David Dayen writes at Salon, in “Bernie says bail out Puerto Rico: Sanders details how the feds should rescue the territory as they did big banks,” explains:

The oversight board would be able to institute more cuts, supersede local laws, lower the island’s minimum wage, and as a last resort institute a court-approved debt restructuring, as long as it is “in the best interest of creditors.”

It’s hard to see this as anything but a colonization of Puerto Rico. Even supporters of the bill acknowledge that. They see it as the only opportunity for Puerto Rico to avoid disaster by obtaining the ability to restructure its debt, given the makeup of this Congress. Hillary Clinton, who expressed “serious concerns” about the plan, nonetheless said Friday, “we must move forward with the legislation.”

Sen. Bernie Sanders gave a speech on the subject, saying,

“In the midst of this massive human suffering, it is morally repugnant that billionaire hedge fund managers on Wall Street are demanding that Puerto Rico fire teachers, close schools, cut pensions, and abolish the minimum wage so that they can reap huge profits off the suffering and misery of the children and the people of Puerto Rico. We cannot allow that to happen”

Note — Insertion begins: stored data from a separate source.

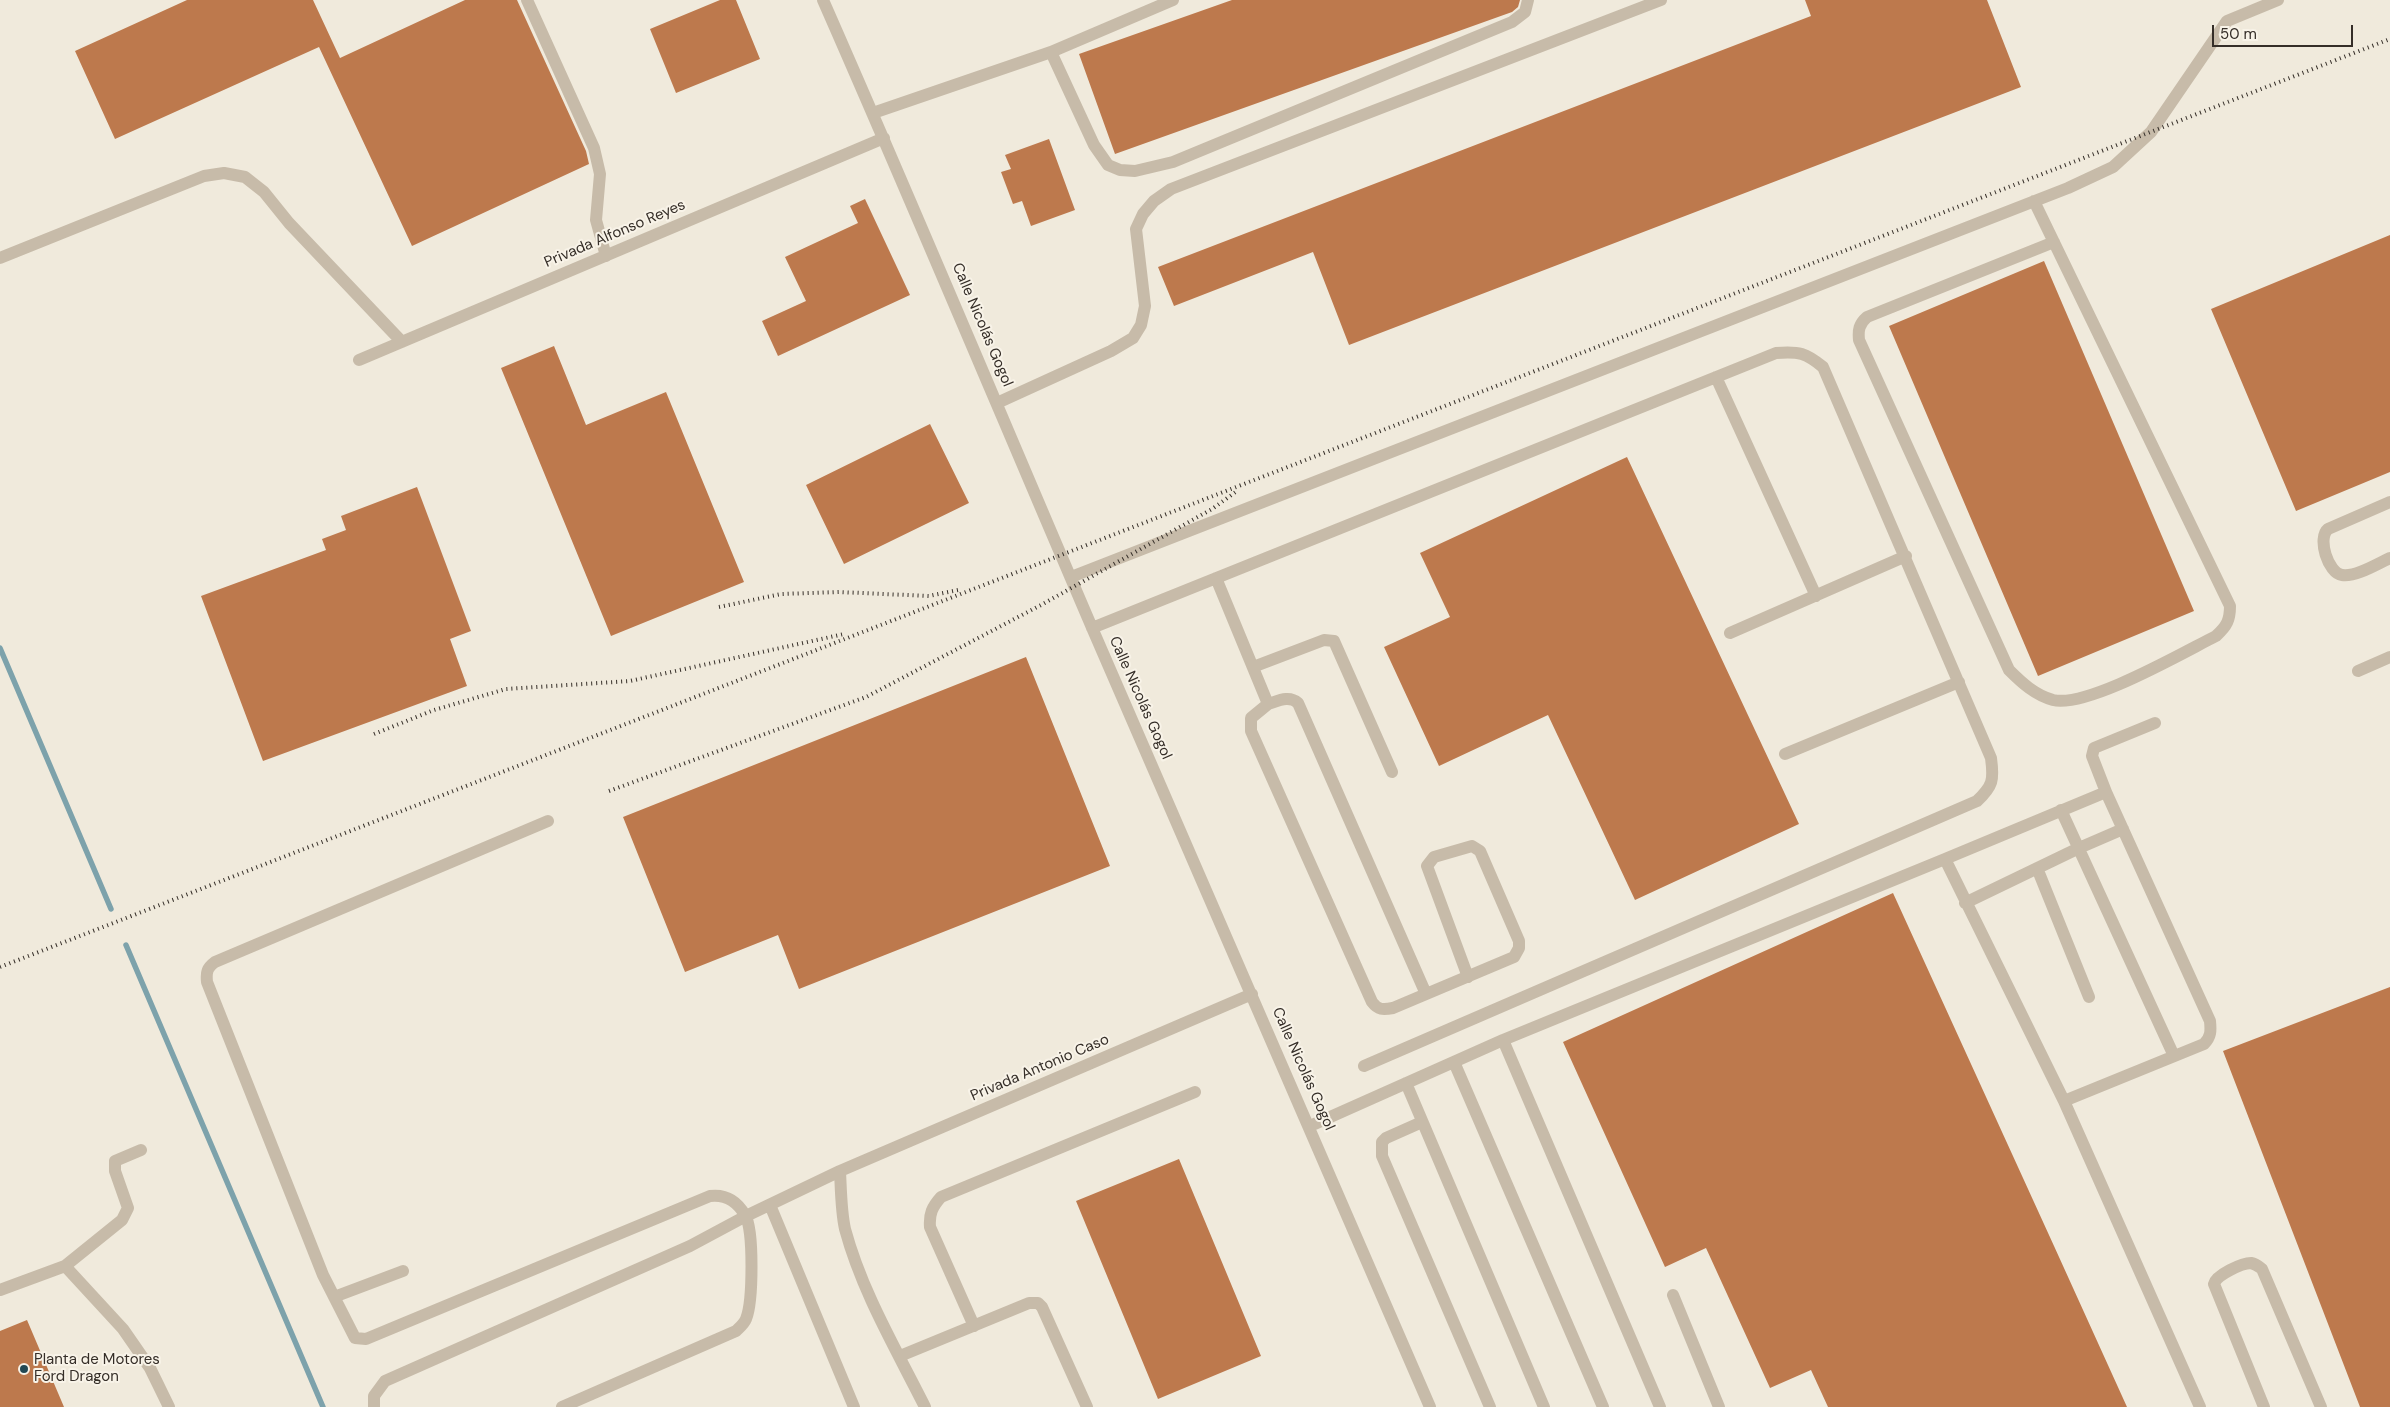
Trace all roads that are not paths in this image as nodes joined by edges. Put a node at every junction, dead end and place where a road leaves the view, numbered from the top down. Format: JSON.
{"nodes":[{"id":1,"x":527,"y":0,"type":"edge"},
{"id":2,"x":823,"y":0,"type":"edge"},
{"id":3,"x":1173,"y":0,"type":"edge"},
{"id":4,"x":1528,"y":0,"type":"edge"},
{"id":5,"x":2278,"y":0,"type":"edge"},
{"id":6,"x":1654,"y":1,"type":"edge"},
{"id":7,"x":1051,"y":52,"type":"junction"},
{"id":8,"x":873,"y":113,"type":"junction"},
{"id":9,"x":884,"y":138,"type":"junction"},
{"id":10,"x":2034,"y":201,"type":"junction"},
{"id":11,"x":2054,"y":242,"type":"junction"},
{"id":12,"x":606,"y":256,"type":"junction"},
{"id":13,"x":0,"y":258,"type":"edge"},
{"id":14,"x":402,"y":342,"type":"junction"},
{"id":15,"x":359,"y":360,"type":"dead end"},
{"id":16,"x":1716,"y":377,"type":"junction"},
{"id":17,"x":997,"y":403,"type":"junction"},
{"id":18,"x":2390,"y":502,"type":"edge"},
{"id":19,"x":1906,"y":556,"type":"junction"},
{"id":20,"x":2390,"y":558,"type":"edge"},
{"id":21,"x":1071,"y":577,"type":"junction"},
{"id":22,"x":1216,"y":578,"type":"junction"},
{"id":23,"x":1816,"y":596,"type":"junction"},
{"id":24,"x":1092,"y":628,"type":"junction"},
{"id":25,"x":1730,"y":633,"type":"dead end"},
{"id":26,"x":2390,"y":657,"type":"edge"},
{"id":27,"x":1253,"y":667,"type":"junction"},
{"id":28,"x":2358,"y":671,"type":"dead end"},
{"id":29,"x":1959,"y":682,"type":"junction"},
{"id":30,"x":1268,"y":704,"type":"junction"},
{"id":31,"x":2155,"y":722,"type":"dead end"},
{"id":32,"x":1785,"y":754,"type":"dead end"},
{"id":33,"x":1392,"y":772,"type":"dead end"},
{"id":34,"x":2106,"y":792,"type":"junction"},
{"id":35,"x":2061,"y":810,"type":"junction"},
{"id":36,"x":548,"y":821,"type":"dead end"},
{"id":37,"x":2123,"y":829,"type":"junction"},
{"id":38,"x":2078,"y":848,"type":"junction"},
{"id":39,"x":1945,"y":859,"type":"junction"},
{"id":40,"x":2036,"y":868,"type":"junction"},
{"id":41,"x":1965,"y":903,"type":"junction"},
{"id":42,"x":1468,"y":977,"type":"junction"},
{"id":43,"x":1252,"y":994,"type":"junction"},
{"id":44,"x":1426,"y":994,"type":"junction"},
{"id":45,"x":2089,"y":997,"type":"dead end"},
{"id":46,"x":1503,"y":1040,"type":"junction"},
{"id":47,"x":2174,"y":1056,"type":"junction"},
{"id":48,"x":1454,"y":1062,"type":"junction"},
{"id":49,"x":1364,"y":1066,"type":"dead end"},
{"id":50,"x":1406,"y":1083,"type":"junction"},
{"id":51,"x":1195,"y":1092,"type":"dead end"},
{"id":52,"x":2064,"y":1101,"type":"junction"},
{"id":53,"x":1422,"y":1122,"type":"junction"},
{"id":54,"x":1310,"y":1126,"type":"junction"},
{"id":55,"x":140,"y":1150,"type":"dead end"},
{"id":56,"x":840,"y":1171,"type":"junction"},
{"id":57,"x":770,"y":1205,"type":"junction"},
{"id":58,"x":746,"y":1216,"type":"junction"},
{"id":59,"x":65,"y":1266,"type":"junction"},
{"id":60,"x":404,"y":1271,"type":"dead end"},
{"id":61,"x":0,"y":1290,"type":"edge"},
{"id":62,"x":1673,"y":1295,"type":"dead end"},
{"id":63,"x":334,"y":1297,"type":"junction"},
{"id":64,"x":974,"y":1326,"type":"junction"},
{"id":65,"x":900,"y":1356,"type":"junction"},
{"id":66,"x":169,"y":1407,"type":"edge"},
{"id":67,"x":374,"y":1407,"type":"edge"},
{"id":68,"x":562,"y":1407,"type":"edge"},
{"id":69,"x":854,"y":1407,"type":"edge"},
{"id":70,"x":925,"y":1407,"type":"edge"},
{"id":71,"x":1087,"y":1407,"type":"edge"},
{"id":72,"x":1430,"y":1407,"type":"edge"},
{"id":73,"x":1490,"y":1407,"type":"edge"},
{"id":74,"x":1544,"y":1407,"type":"edge"},
{"id":75,"x":1603,"y":1407,"type":"edge"},
{"id":76,"x":1660,"y":1407,"type":"edge"},
{"id":77,"x":1720,"y":1407,"type":"edge"},
{"id":78,"x":2200,"y":1407,"type":"edge"},
{"id":79,"x":2264,"y":1407,"type":"edge"},
{"id":80,"x":2321,"y":1407,"type":"edge"}],
"edges":[{"from":1,"to":12,"type":"street"},
{"from":2,"to":8,"type":"street","name":"Calle Nicolás Gogol"},
{"from":3,"to":7,"type":"street"},
{"from":4,"to":7,"type":"street"},
{"from":5,"to":10,"type":"street"},
{"from":6,"to":17,"type":"street"},
{"from":7,"to":8,"type":"street"},
{"from":8,"to":9,"type":"street","name":"Calle Nicolás Gogol"},
{"from":9,"to":12,"type":"street","name":"Privada Alfonso Reyes"},
{"from":9,"to":17,"type":"street","name":"Calle Nicolás Gogol"},
{"from":10,"to":11,"type":"street"},
{"from":10,"to":21,"type":"street"},
{"from":11,"to":11,"type":"street"},
{"from":12,"to":14,"type":"street","name":"Privada Alfonso Reyes"},
{"from":13,"to":14,"type":"street"},
{"from":14,"to":15,"type":"street","name":"Privada Alfonso Reyes"},
{"from":16,"to":19,"type":"street"},
{"from":16,"to":22,"type":"street"},
{"from":16,"to":23,"type":"street"},
{"from":17,"to":21,"type":"street","name":"Calle Nicolás Gogol"},
{"from":18,"to":20,"type":"street"},
{"from":19,"to":23,"type":"street"},
{"from":19,"to":29,"type":"street"},
{"from":21,"to":24,"type":"street","name":"Calle Nicolás Gogol"},
{"from":22,"to":24,"type":"street"},
{"from":22,"to":27,"type":"street"},
{"from":23,"to":25,"type":"street"},
{"from":24,"to":43,"type":"street","name":"Calle Nicolás Gogol"},
{"from":26,"to":28,"type":"street"},
{"from":27,"to":30,"type":"street"},
{"from":27,"to":33,"type":"street"},
{"from":29,"to":32,"type":"street"},
{"from":29,"to":49,"type":"street"},
{"from":30,"to":44,"type":"street"},
{"from":30,"to":44,"type":"street"},
{"from":31,"to":34,"type":"street"},
{"from":34,"to":35,"type":"street"},
{"from":34,"to":37,"type":"street"},
{"from":35,"to":38,"type":"street"},
{"from":35,"to":39,"type":"street"},
{"from":36,"to":63,"type":"street"},
{"from":37,"to":38,"type":"street"},
{"from":37,"to":47,"type":"street"},
{"from":38,"to":40,"type":"street"},
{"from":38,"to":47,"type":"street"},
{"from":39,"to":41,"type":"street"},
{"from":39,"to":46,"type":"street"},
{"from":40,"to":41,"type":"street"},
{"from":40,"to":45,"type":"street"},
{"from":41,"to":52,"type":"street"},
{"from":42,"to":42,"type":"street"},
{"from":42,"to":44,"type":"street"},
{"from":43,"to":54,"type":"street","name":"Calle Nicolás Gogol"},
{"from":43,"to":56,"type":"street","name":"Privada Antonio Caso"},
{"from":46,"to":48,"type":"street"},
{"from":46,"to":76,"type":"street"},
{"from":47,"to":52,"type":"street"},
{"from":48,"to":50,"type":"street"},
{"from":48,"to":75,"type":"street"},
{"from":50,"to":53,"type":"street"},
{"from":50,"to":54,"type":"street"},
{"from":51,"to":64,"type":"street"},
{"from":52,"to":78,"type":"street"},
{"from":53,"to":73,"type":"street"},
{"from":53,"to":74,"type":"street"},
{"from":54,"to":72,"type":"street","name":"Calle Nicolás Gogol"},
{"from":55,"to":59,"type":"street"},
{"from":56,"to":57,"type":"street","name":"Privada Antonio Caso"},
{"from":56,"to":65,"type":"street"},
{"from":57,"to":58,"type":"street","name":"Privada Antonio Caso"},
{"from":57,"to":69,"type":"street"},
{"from":58,"to":63,"type":"street"},
{"from":58,"to":67,"type":"street","name":"Privada Antonio Caso"},
{"from":58,"to":68,"type":"street"},
{"from":59,"to":61,"type":"street"},
{"from":59,"to":66,"type":"street"},
{"from":60,"to":63,"type":"street"},
{"from":62,"to":77,"type":"street"},
{"from":64,"to":65,"type":"street"},
{"from":64,"to":71,"type":"street"},
{"from":65,"to":70,"type":"street"},
{"from":79,"to":80,"type":"street"}]}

Sanders called for hedge funds that hold Puerto Rico’s debt to take “a massive haircut,” meaning accept much less than 100 percent of the amounts. He also asked the Federal Reserve “to use its emergency authority under Section 13(3) of the Federal Reserve Act,” saying, “If the Federal Reserve could bail out Wall Street, it can help the 3.5 million American citizens in Puerto Rico improve its economy and lift its children out of poverty.”